Par des mémoires en défense enregistrés le 24 janvier et le 3 avril 2025, le service départemental d’incendie et de secours de la Meuse conclut au rejet de la requête.
Il fait valoir que les moyens soulevés par le requérant ne sont pas fondés.
Vu les autres pièces du dossier.
Par un courrier en date du 7 janvier 2026, les parties ont été informées, en application de l’article R. 611-7 du code de justice administrative, de ce que le jugement à intervenir était susceptible d’être fondé sur un moyen relevé d’office tiré de l’irrecevabilité des conclusions tendant à l’annulation du courrier du 23 septembre 2024 dépourvu de caractère décisoire.
Vu :
- le code des relations entre le public et l’administration ;
- le code de la sécurité intérieure ;
- le code de justice administrative.
Les parties ont été régulièrement averties du jour de l’audience.

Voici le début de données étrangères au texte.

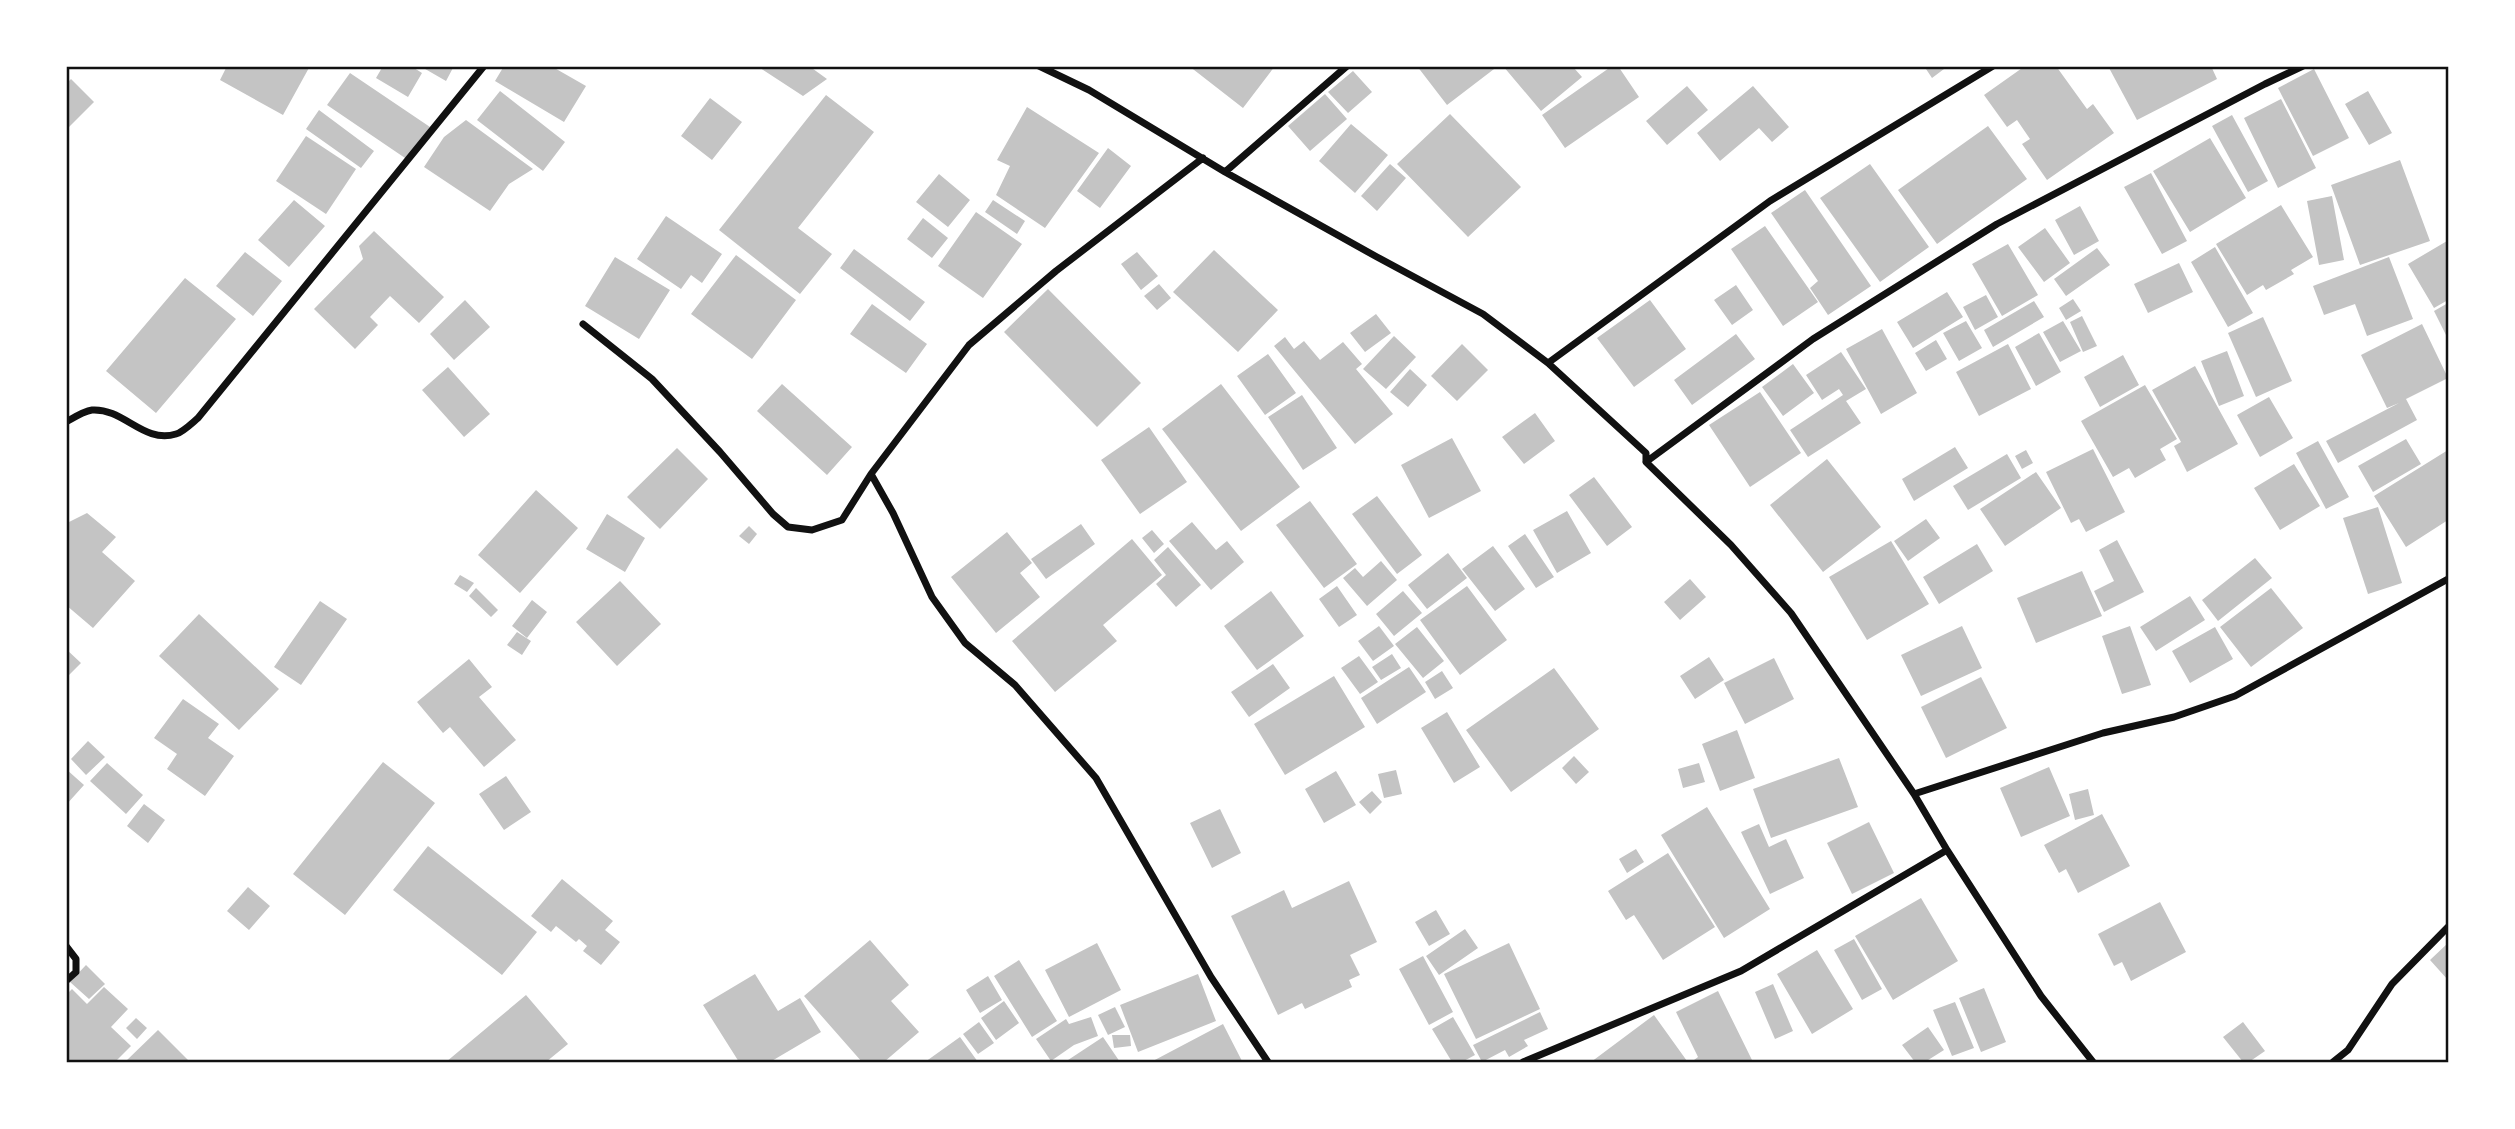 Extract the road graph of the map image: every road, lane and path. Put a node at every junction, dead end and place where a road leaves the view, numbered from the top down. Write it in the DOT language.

Ont été entendus au cours de l’audience publique :
- le rapport de Mme Milin-Rance, rapporteure,
- les conclusions de M. Gottlieb, rapporteur public,
- les observations de M. A…,
- et les observations de M. B…, représentant le service départemental d’incendie et de secours de la Meuse.
Considérant ce qui suit :
M. A…, sapeur-pompier volontaire, était affecté au centre d’incendie et de secours de Stenay depuis 2005. A la suite de signalements en interne sur l’existence de conflits entre les membres du centre, le service départemental d’incendie et de secours (SDIS) de la Meuse a diligenté une enquête administrative sur le fonctionnement général du centre de secours de Stenay. A l’issue, le sapeur A… a été suspendu à titre conservatoire à compter du 1er mai 2024 en application de l’article R. 723-39 du code de la sécurité intérieure. Le 24 juin 2024, le président du conseil d’administration du SDIS l’a informé qu’il envisageait de ne pas renouveler son engagement quinquennal arrivant à échéance le 31 décembre 2024. Le conseil de discipline s’est réuni le 3 septembre 2024. Par arrêté du 13 septembre 2024, notifié le 28 septembre 2024, le président du conseil d’administration du SDIS de la Meuse a prononcé la résiliation de l’engagement du sapeur A… en application de l’article R. 723-40 du code de la sécurité intérieure. M. A… demande l’annulation de cet arrêté, ainsi que de la lettre du président du conseil d’administration en date du 23 septembre 2024.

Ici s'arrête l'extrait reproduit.